Editorial

A tendência humana para o precipício

As alterações climáticas geram guerras, refugiados, fenómenos climáticos, crises, conflitos, desigualdades, luta pelos recursos.

Em cada minuto de 2017, as florestas tropicais perderam uma área equivalente a 40 campos de futebol; a Antárctida perdeu três biliões de toneladas de gelo desde 1992; e a lista pode continuar indefinidamente. As alterações climáticas geram guerras, refugiados, fenómenos climáticos, crises, conflitos, desigualdades, luta pelos recursos. A crise síria, como ontem sublinhou no Porto Barack Obama, na conferência Climate Change Leadership, é indissociável de uma série de anos de seca extrema, na origem da concentração populacional nas principais cidades do país, de trágicas consequências políticas e demográficas.

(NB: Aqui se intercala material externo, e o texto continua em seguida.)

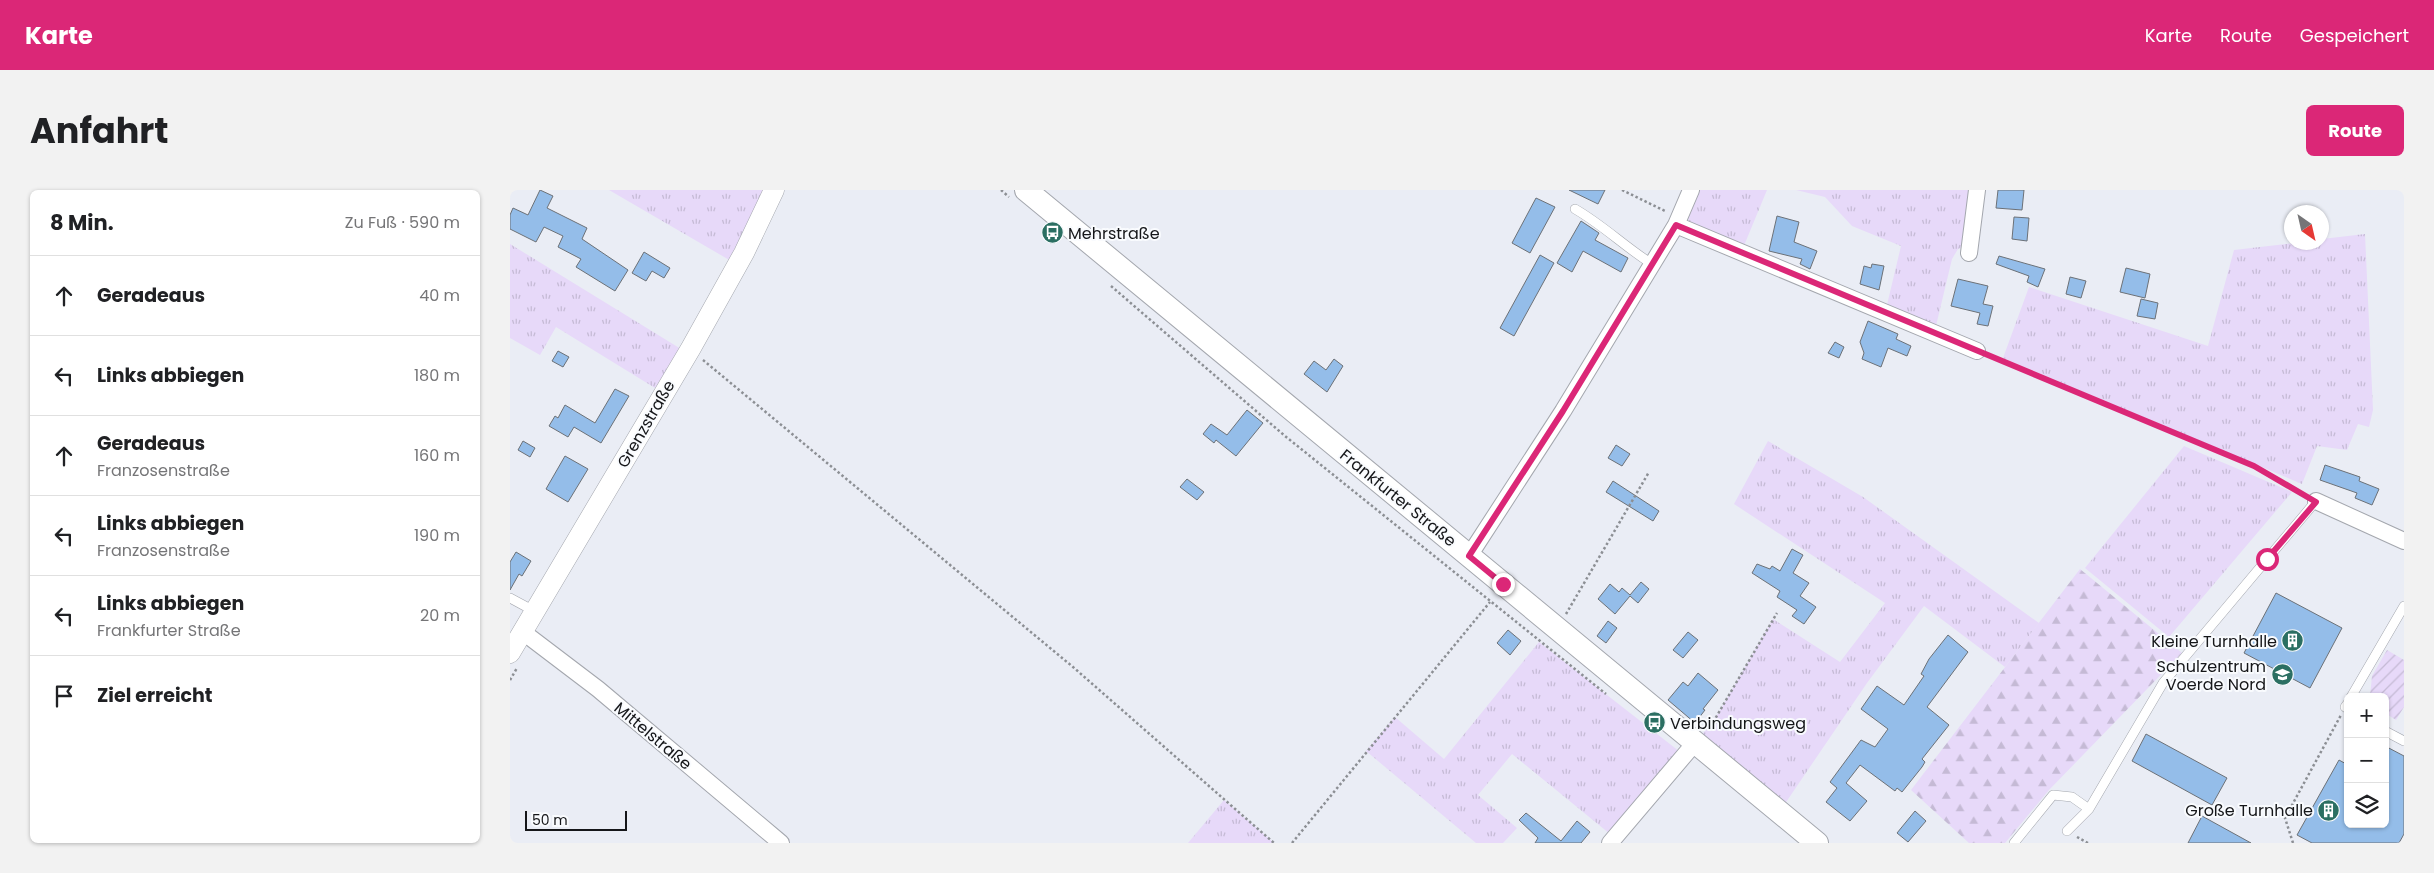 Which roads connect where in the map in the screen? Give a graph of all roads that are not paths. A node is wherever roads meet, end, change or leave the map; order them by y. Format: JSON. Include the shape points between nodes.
{"nodes":[{"id":1,"x":774,"y":190,"type":"edge"},
{"id":2,"x":1692,"y":190,"type":"edge"},
{"id":3,"x":1977,"y":190,"type":"edge"},
{"id":4,"x":1021,"y":196,"type":"edge"},
{"id":5,"x":1575,"y":209,"type":"dead end"},
{"id":6,"x":1678,"y":222,"type":"junction"},
{"id":7,"x":1969,"y":253,"type":"dead end"},
{"id":8,"x":1652,"y":264,"type":"junction"},
{"id":9,"x":1977,"y":351,"type":"road end"},
{"id":10,"x":2316,"y":502,"type":"joint"},
{"id":11,"x":2404,"y":540,"type":"edge"},
{"id":12,"x":1469,"y":556,"type":"junction"},
{"id":13,"x":510,"y":598,"type":"edge"},
{"id":14,"x":2404,"y":606,"type":"edge"},
{"id":15,"x":536,"y":612,"type":"junction"},
{"id":16,"x":523,"y":632,"type":"junction"},
{"id":17,"x":510,"y":653,"type":"edge"},
{"id":18,"x":2353,"y":693,"type":"edge"},
{"id":19,"x":2389,"y":732,"type":"edge"},
{"id":20,"x":2404,"y":741,"type":"edge"},
{"id":21,"x":1694,"y":744,"type":"junction"},
{"id":22,"x":2089,"y":809,"type":"junction"},
{"id":23,"x":2067,"y":831,"type":"dead end"},
{"id":24,"x":781,"y":843,"type":"edge"},
{"id":25,"x":1610,"y":843,"type":"edge"},
{"id":26,"x":1817,"y":843,"type":"edge"},
{"id":27,"x":2014,"y":843,"type":"edge"}],
"edges":[{"from":1,"to":15,"type":"street","name":"Grenzstraße","via":[[744,253],[691,348]]},
{"from":2,"to":6,"type":"street"},
{"from":3,"to":7,"type":"street"},
{"from":4,"to":12,"type":"main road","name":"Frankfurter Straße"},
{"from":5,"to":8,"type":"lane"},
{"from":6,"to":8,"type":"street"},
{"from":6,"to":9,"type":"street"},
{"from":8,"to":12,"type":"street","via":[[1563,411]]},
{"from":10,"to":11,"type":"street"},
{"from":10,"to":22,"type":"lane","via":[[2163,683]]},
{"from":12,"to":21,"type":"main road","name":"Frankfurter Straße"},
{"from":13,"to":15,"type":"lane"},
{"from":14,"to":18,"type":"lane"},
{"from":15,"to":16,"type":"street","name":"Grenzstraße"},
{"from":16,"to":17,"type":"street","name":"Grenzstraße"},
{"from":16,"to":24,"type":"street","name":"Mittelstraße","via":[[598,689]]},
{"from":19,"to":20,"type":"lane"},
{"from":21,"to":25,"type":"street"},
{"from":21,"to":26,"type":"main road","name":"Frankfurter Straße"},
{"from":22,"to":23,"type":"lane"},
{"from":22,"to":27,"type":"lane","via":[[2072,797],[2053,795]]}]}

As alterações climáticas, como alertou Irina Bokova, ex-directora-geral da UNESCO, são uma ameaça para o Património Mundial, nomeadamente para o centro histórico do Porto ou para o vale do Douro, comprometendo no futuro a produção vinícola desta região. O aquecimento global é um reflexo desse permanente conflito que resulta de um sistema económico que tem gerado tanta acumulação como desigualdade, que não olha a meios para atingir os fins que se propõe, mesmo sacrificando o planeta, seja nos EUA ou na China, respectivamente o maior produtor de combustíveis fósseis e o maior emissor de gases com efeito de estufa.

A administração Trump é o expoente quer do negacionismo em matéria de alterações climáticas, quer da placa giratória que senta nas cadeiras do Governo a poderosa indústria dos combustíveis fósseis. O negacionismo não é exclusivo de Washington. O capitalismo de Estado, seja ele russo ou chinês, preocupa-se tanto com o clima como a Exxon ou a BP. É imprescindível reduzir a emissão deste tipo de gases e a alternativa só pode ser a substituição dos combustíveis fósseis pelas energias renováveis, a poupança e eficiência energética, uma agricultura sustentável e em harmonização com a natureza, uma revolução alimentar, os transportes alternativos, etc.

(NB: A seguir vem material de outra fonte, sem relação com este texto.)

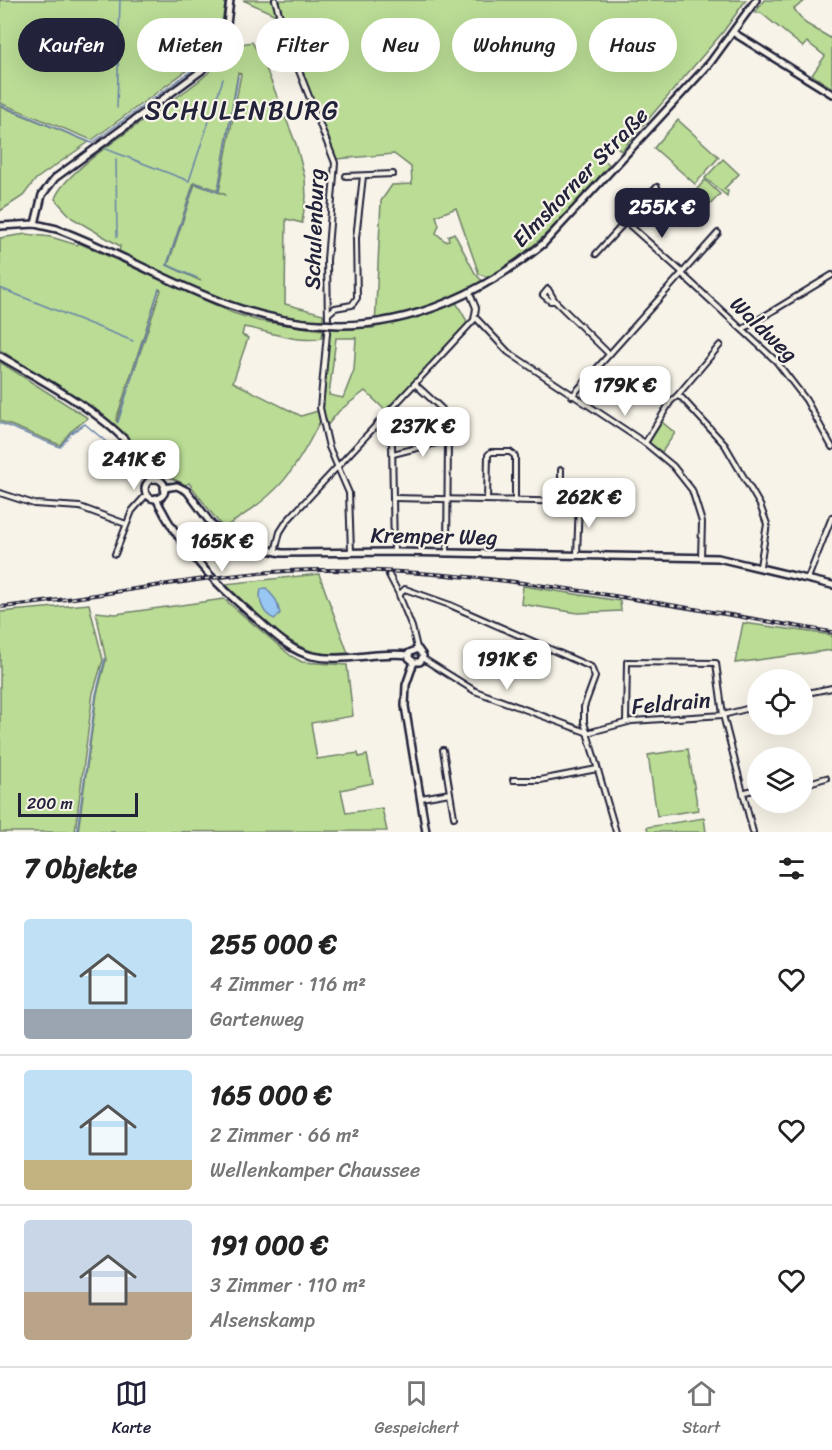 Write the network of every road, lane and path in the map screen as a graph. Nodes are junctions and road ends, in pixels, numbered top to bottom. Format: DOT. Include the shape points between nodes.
graph roads {
  1 [pos="230,0"];
  2 [pos="275,0"];
  3 [pos="756,0"];
  4 [pos="734,33"];
  5 [pos="832,94"];
  6 [pos="393,174"];
  7 [pos="346,176"];
  8 [pos="363,176"];
  9 [pos="657,187"];
  10 [pos="626,222"];
  11 [pos="35,224"];
  12 [pos="0,226"];
  13 [pos="718,233"];
  14 [pos="597,254"];
  15 [pos="683,273"];
  16 [pos="832,275"];
  17 [pos="470,293"];
  18 [pos="555,301"];
  19 [pos="328,314"];
  20 [pos="475,317"];
  21 [pos="743,329"];
  22 [pos="720,345"];
  23 [pos="609,354"];
  24 [pos="0,356"];
  25 [pos="415,384"];
  26 [pos="572,396"];
  27 [pos="677,396"];
  28 [pos="376,425"];
  29 [pos="448,440"];
  30 [pos="645,443"];
  31 [pos="832,446"];
  32 [pos="393,454"];
  33 [pos="337,467"];
  34 [pos="561,470"];
  35 [pos="154,479"];
  36 [pos="164,488"];
  37 [pos="0,493"];
  38 [pos="147,494"];
  39 [pos="156,498"];
  40 [pos="393,498"];
  41 [pos="447,499"];
  42 [pos="487,500"];
  43 [pos="514,501"];
  44 [pos="561,502"];
  45 [pos="832,517"];
  46 [pos="126,524"];
  47 [pos="275,552"];
  48 [pos="351,552"];
  49 [pos="394,552"];
  50 [pos="447,553"];
  51 [pos="115,554"];
  52 [pos="577,555"];
  53 [pos="701,558"];
  54 [pos="760,566"];
  55 [pos="389,575"];
  56 [pos="808,578"];
  57 [pos="832,585"];
  58 [pos="400,595"];
  59 [pos="417,648"];
  60 [pos="409,655"];
  61 [pos="422,658"];
  62 [pos="414,662"];
  63 [pos="832,688"];
  64 [pos="813,692"];
  65 [pos="747,709"];
  66 [pos="723,715"];
  67 [pos="626,722"];
  68 [pos="587,732"];
  69 [pos="443,750"];
  70 [pos="597,769"];
  71 [pos="826,778"];
  72 [pos="513,780"];
  73 [pos="813,781"];
  74 [pos="745,792"];
  75 [pos="450,793"];
  76 [pos="421,798"];
  77 [pos="454,817"];
  78 [pos="426,832"];
  79 [pos="616,832"];
  80 [pos="753,832"];
  1 -- 11 [label="main road" via="226,32 208,64 55,178 42,195"];
  2 -- 19 [label="street, Schulenburg" via="289,47 335,163 327,260"];
  3 -- 4 [label="main road, Elmshorner Straße"];
  4 -- 5 [label="main road"];
  4 -- 17 [label="main road, Elmshorner Straße" via="543,244 509,271"];
  6 -- 8 [label="street"];
  7 -- 8 [label="street"];
  8 -- 19 [label="street" via="356,238 357,300 352,305 331,309"];
  9 -- 10 [label="street"];
  10 -- 14 [label="street"];
  10 -- 15 [label="street, Waldweg"];
  11 -- 12 [label="main road, Elmshorner Straße"];
  11 -- 17 [label="main road, Elmshorner Straße, bridge" via="72,234 237,309 284,321 369,324 401,319"];
  13 -- 15 [label="street"];
  15 -- 21 [label="street, Waldweg"];
  15 -- 23 [label="street"];
  16 -- 21 [label="street"];
  17 -- 20 [label="street"];
  18 -- 23 [label="street"];
  19 -- 33 [label="street, Schulenburg" via="320,412"];
  20 -- 25 [label="street"];
  20 -- 26 [label="street" via="508,351"];
  21 -- 31 [label="street, Waldweg" via="796,386"];
  22 -- 27 [label="street"];
  23 -- 26 [label="street"];
  24 -- 35 [label="main road" via="101,421 141,457"];
  25 -- 28 [label="street"];
  25 -- 29 [label="street" via="442,409"];
  26 -- 30 [label="street"];
  27 -- 30 [label="street"];
  27 -- 54 [label="street" via="706,421 747,479 767,524"];
  28 -- 32 [label="street" via="392,441"];
  28 -- 33 [label="street"];
  29 -- 32 [label="street"];
  29 -- 41 [label="street"];
  30 -- 53 [label="street" via="674,466 692,490 702,522"];
  32 -- 40 [label="street"];
  33 -- 47 [label="street" via="281,528"];
  33 -- 48 [label="street, Schulenburg" via="349,494"];
  34 -- 44 [label="street"];
  35 -- 36 [label="main road" via="161,481"];
  35 -- 38 [label="main road" via="146,485"];
  36 -- 39 [label="main road"];
  36 -- 47 [label="main road, Kremper Weg" via="177,486 187,491 208,521 222,533"];
  37 -- 46 [label="street" via="34,504 80,507"];
  38 -- 39 [label="main road"];
  38 -- 46 [label="street"];
  39 -- 60 [label="main road" via="170,526 205,573 286,644 310,656 329,658 382,653"];
  40 -- 41 [label="street"];
  40 -- 49 [label="street"];
  41 -- 42 [label="street"];
  41 -- 50 [label="street"];
  42 -- 43 [label="street"];
  42 -- 43 [label="street" via="488,455 510,452 515,456"];
  43 -- 44 [label="street"];
  44 -- 52 [label="street" via="579,502"];
  45 -- 56 [label="street"];
  46 -- 51 [label="street"];
  47 -- 48 [label="main road, Kremper Weg"];
  48 -- 49 [label="main road, Kremper Weg"];
  49 -- 50 [label="main road, Kremper Weg"];
  50 -- 52 [label="main road, Kremper Weg"];
  52 -- 53 [label="main road, Kremper Weg"];
  53 -- 54 [label="main road, Kremper Weg"];
  54 -- 56 [label="main road, Kremper Weg"];
  55 -- 58 [label="street"];
  56 -- 57 [label="main road, Kremper Weg"];
  58 -- 59 [label="street"];
  58 -- 68 [label="street" via="407,588 421,593 591,667 595,677 583,711"];
  59 -- 60 [label="main road"];
  59 -- 61 [label="main road" via="422,651"];
  60 -- 62 [label="main road"];
  61 -- 62 [label="main road"];
  61 -- 68 [label="street" via="475,691"];
  62 -- 76 [label="main road" via="406,685 405,706"];
  63 -- 64 [label="street"];
  65 -- 66 [label="street, Feldrain"];
  66 -- 67 [label="street, Feldrain"];
  66 -- 67 [label="street" via="716,663 627,662"];
  66 -- 74 [label="street"];
  67 -- 68 [label="street, Feldrain"];
  68 -- 70 [label="street"];
  69 -- 75 [label="street"];
  70 -- 72 [label="street" via="540,780"];
  70 -- 79 [label="street"];
  71 -- 73 [label="street"];
  74 -- 80 [label="street"];
  75 -- 76 [label="street"];
  75 -- 77 [label="street"];
  76 -- 78 [label="main road"];
}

Vivemos perante duas ameaças de autodestruição e ambas provam a tendência humana para o precipício: um eventual conflito nuclear e a progressiva destruição do planeta. A primeira está temporariamente num limbo desde o encontro entre Trump e Kim Jong-un. A segunda é constante e vai perdurar por muito tempo. Até que o ambiente se torne, um dia, lucrativo. Ou que cada um de nós seja capaz de mudar de hábitos e de forçar os Estados a fazer o mesmo.